:: Prompt ::
Repeat the records exactly as given. Do not include the pictures.

(Data Opens)

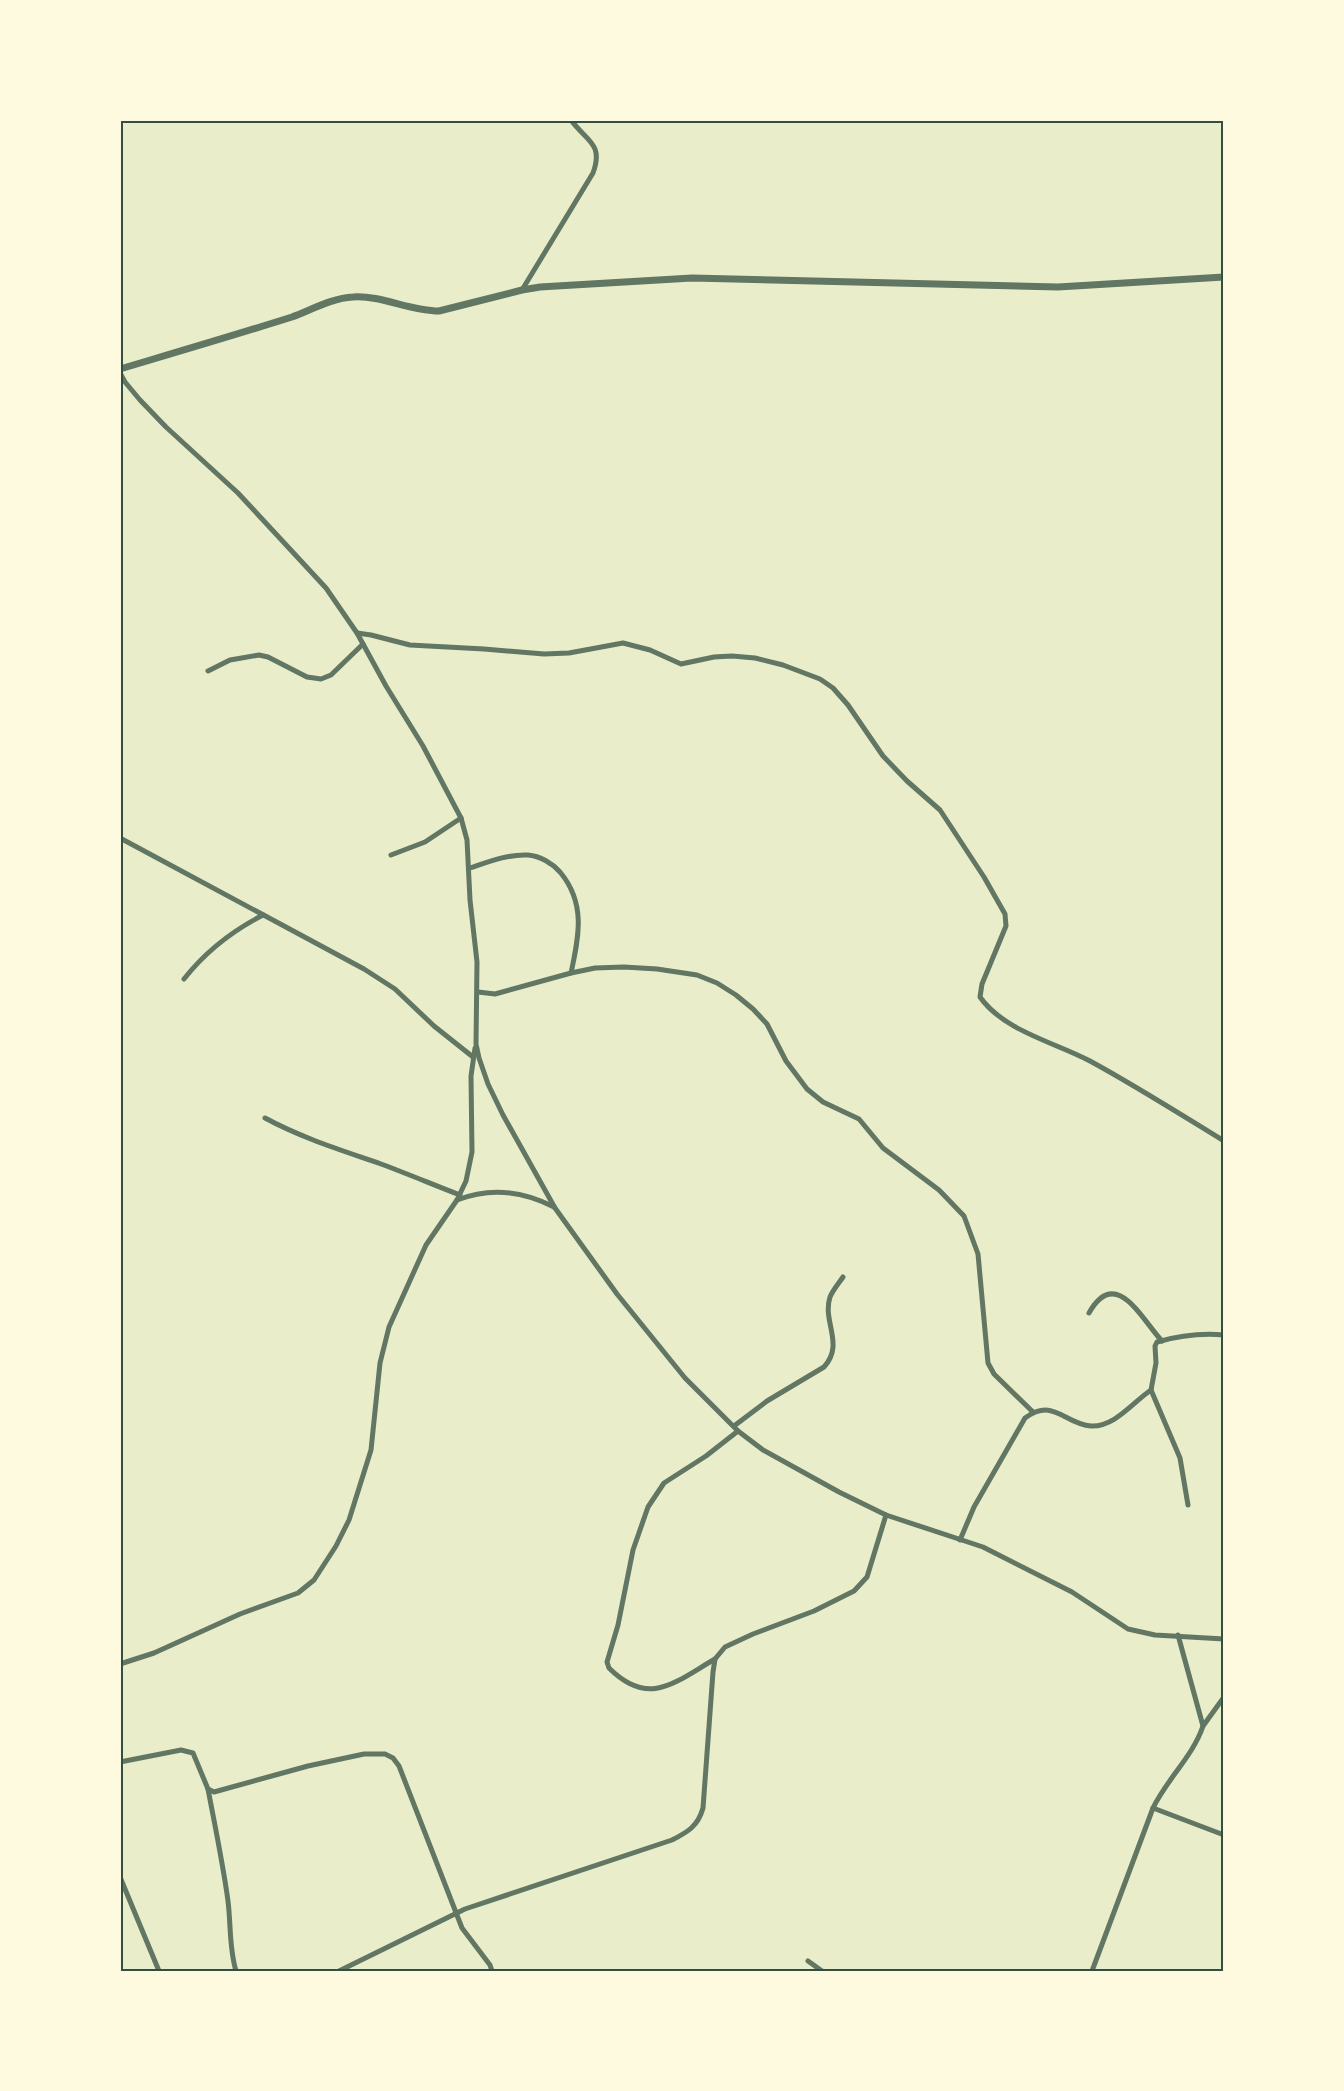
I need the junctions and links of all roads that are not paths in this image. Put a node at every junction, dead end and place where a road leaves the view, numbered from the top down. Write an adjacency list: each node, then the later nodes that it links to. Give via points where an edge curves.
1 (571, 120): 3 (street, via 594,146 598,159)
2 (1224, 277): 3 (street, via 1058,287 692,278)
3 (522, 290): 4 (street, via 439,311 368,298 342,299)
4 (120, 371): 5 (street, via 140,400 238,493 326,588)
5 (357, 633): 6 (street); 19 (street, via 410,645 544,654 623,644 650,650 681,664 714,657 755,658 820,679 848,705 883,756 940,810 1005,914 1006,926 982,984 980,997 989,1010 1089,1061)
6 (363, 644): 7 (street, via 331,675 321,679 307,677 259,655 230,660); 8 (street)
7 (208, 671)
8 (461, 818): 10 (street, via 425,842); 11 (street)
9 (120, 838): 12 (street)
10 (391, 855)
11 (470, 868): 13 (street, via 530,855 555,867 577,900 578,944); 15 (street)
12 (263, 915): 14 (street, via 217,944); 17 (street, via 395,989)
13 (572, 973): 15 (street, via 505,992); 27 (street, via 624,968 697,975 717,983 753,1009 767,1024 786,1061 807,1089 823,1102 859,1119 883,1148 939,1190 964,1216 978,1254 988,1363 994,1374)
14 (184, 979)
15 (478, 992): 16 (street)
16 (476, 1044): 17 (street); 21 (street, via 482,1071 498,1105)
17 (473, 1057): 20 (street, via 472,1152)
18 (265, 1118): 20 (street, via 307,1139 383,1165)
19 (1224, 1141)
20 (458, 1198): 21 (street, via 514,1193); 35 (street, via 426,1245 388,1327 380,1363 372,1450 349,1520 319,1574 298,1593)
21 (555, 1208): 28 (street, via 664,1353)
22 (843, 1277): 28 (street, via 830,1299 830,1359 824,1367 767,1401)
23 (1089, 1313): 25 (street, via 1101,1297 1118,1294 1142,1315)
24 (1224, 1335): 25 (street)
25 (1162, 1341): 26 (street, via 1155,1346)
26 (1151, 1390): 27 (street, via 1119,1417 1092,1426 1054,1411); 29 (street, via 1180,1458)
27 (1033, 1412): 31 (street, via 1024,1418 1002,1456)
28 (736, 1428): 30 (street, via 763,1450); 34 (street, via 706,1456 664,1483 648,1507 633,1550 608,1662 609,1668 626,1682 651,1690 663,1688)
29 (1188, 1505)
30 (886, 1515): 31 (street); 34 (street, via 867,1577 854,1591 736,1641)
31 (960, 1540): 32 (street, via 1045,1576 1128,1629)
32 (1178, 1635): 33 (street); 37 (street)
33 (1224, 1639)
34 (715, 1659): 43 (street, via 703,1808 695,1826 657,1846)
35 (120, 1664)
36 (1224, 1696): 37 (street)
37 (1203, 1726): 40 (street)
38 (120, 1762): 39 (street, via 189,1751)
39 (208, 1789): 43 (street, via 218,1792 308,1766 364,1754 385,1754 399,1766); 46 (street)
40 (1153, 1808): 41 (street); 50 (street)
41 (1224, 1834)
42 (120, 1877): 45 (street)
43 (457, 1913): 47 (street); 48 (street, via 462,1928)
44 (808, 1961): 49 (street)
45 (159, 1971)
46 (236, 1971)
47 (339, 1971)
48 (492, 1971)
49 (822, 1971)
50 (1092, 1971)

(Data Closes)

:: Written answer ::
I need the junctions and links of all roads that are not paths in this image. Put a node at every junction, dead end and place where a road leaves the view, numbered from the top down. Write an adjacency list: each node, then the later nodes that it links to. Give via points where an edge curves.
1 (571, 120): 3 (street, via 594,146 598,159)
2 (1224, 277): 3 (street, via 1058,287 692,278)
3 (522, 290): 4 (street, via 439,311 368,298 342,299)
4 (120, 371): 5 (street, via 140,400 238,493 326,588)
5 (357, 633): 6 (street); 19 (street, via 410,645 544,654 623,644 650,650 681,664 714,657 755,658 820,679 848,705 883,756 940,810 1005,914 1006,926 982,984 980,997 989,1010 1089,1061)
6 (363, 644): 7 (street, via 331,675 321,679 307,677 259,655 230,660); 8 (street)
7 (208, 671)
8 (461, 818): 10 (street, via 425,842); 11 (street)
9 (120, 838): 12 (street)
10 (391, 855)
11 (470, 868): 13 (street, via 530,855 555,867 577,900 578,944); 15 (street)
12 (263, 915): 14 (street, via 217,944); 17 (street, via 395,989)
13 (572, 973): 15 (street, via 505,992); 27 (street, via 624,968 697,975 717,983 753,1009 767,1024 786,1061 807,1089 823,1102 859,1119 883,1148 939,1190 964,1216 978,1254 988,1363 994,1374)
14 (184, 979)
15 (478, 992): 16 (street)
16 (476, 1044): 17 (street); 21 (street, via 482,1071 498,1105)
17 (473, 1057): 20 (street, via 472,1152)
18 (265, 1118): 20 (street, via 307,1139 383,1165)
19 (1224, 1141)
20 (458, 1198): 21 (street, via 514,1193); 35 (street, via 426,1245 388,1327 380,1363 372,1450 349,1520 319,1574 298,1593)
21 (555, 1208): 28 (street, via 664,1353)
22 (843, 1277): 28 (street, via 830,1299 830,1359 824,1367 767,1401)
23 (1089, 1313): 25 (street, via 1101,1297 1118,1294 1142,1315)
24 (1224, 1335): 25 (street)
25 (1162, 1341): 26 (street, via 1155,1346)
26 (1151, 1390): 27 (street, via 1119,1417 1092,1426 1054,1411); 29 (street, via 1180,1458)
27 (1033, 1412): 31 (street, via 1024,1418 1002,1456)
28 (736, 1428): 30 (street, via 763,1450); 34 (street, via 706,1456 664,1483 648,1507 633,1550 608,1662 609,1668 626,1682 651,1690 663,1688)
29 (1188, 1505)
30 (886, 1515): 31 (street); 34 (street, via 867,1577 854,1591 736,1641)
31 (960, 1540): 32 (street, via 1045,1576 1128,1629)
32 (1178, 1635): 33 (street); 37 (street)
33 (1224, 1639)
34 (715, 1659): 43 (street, via 703,1808 695,1826 657,1846)
35 (120, 1664)
36 (1224, 1696): 37 (street)
37 (1203, 1726): 40 (street)
38 (120, 1762): 39 (street, via 189,1751)
39 (208, 1789): 43 (street, via 218,1792 308,1766 364,1754 385,1754 399,1766); 46 (street)
40 (1153, 1808): 41 (street); 50 (street)
41 (1224, 1834)
42 (120, 1877): 45 (street)
43 (457, 1913): 47 (street); 48 (street, via 462,1928)
44 (808, 1961): 49 (street)
45 (159, 1971)
46 (236, 1971)
47 (339, 1971)
48 (492, 1971)
49 (822, 1971)
50 (1092, 1971)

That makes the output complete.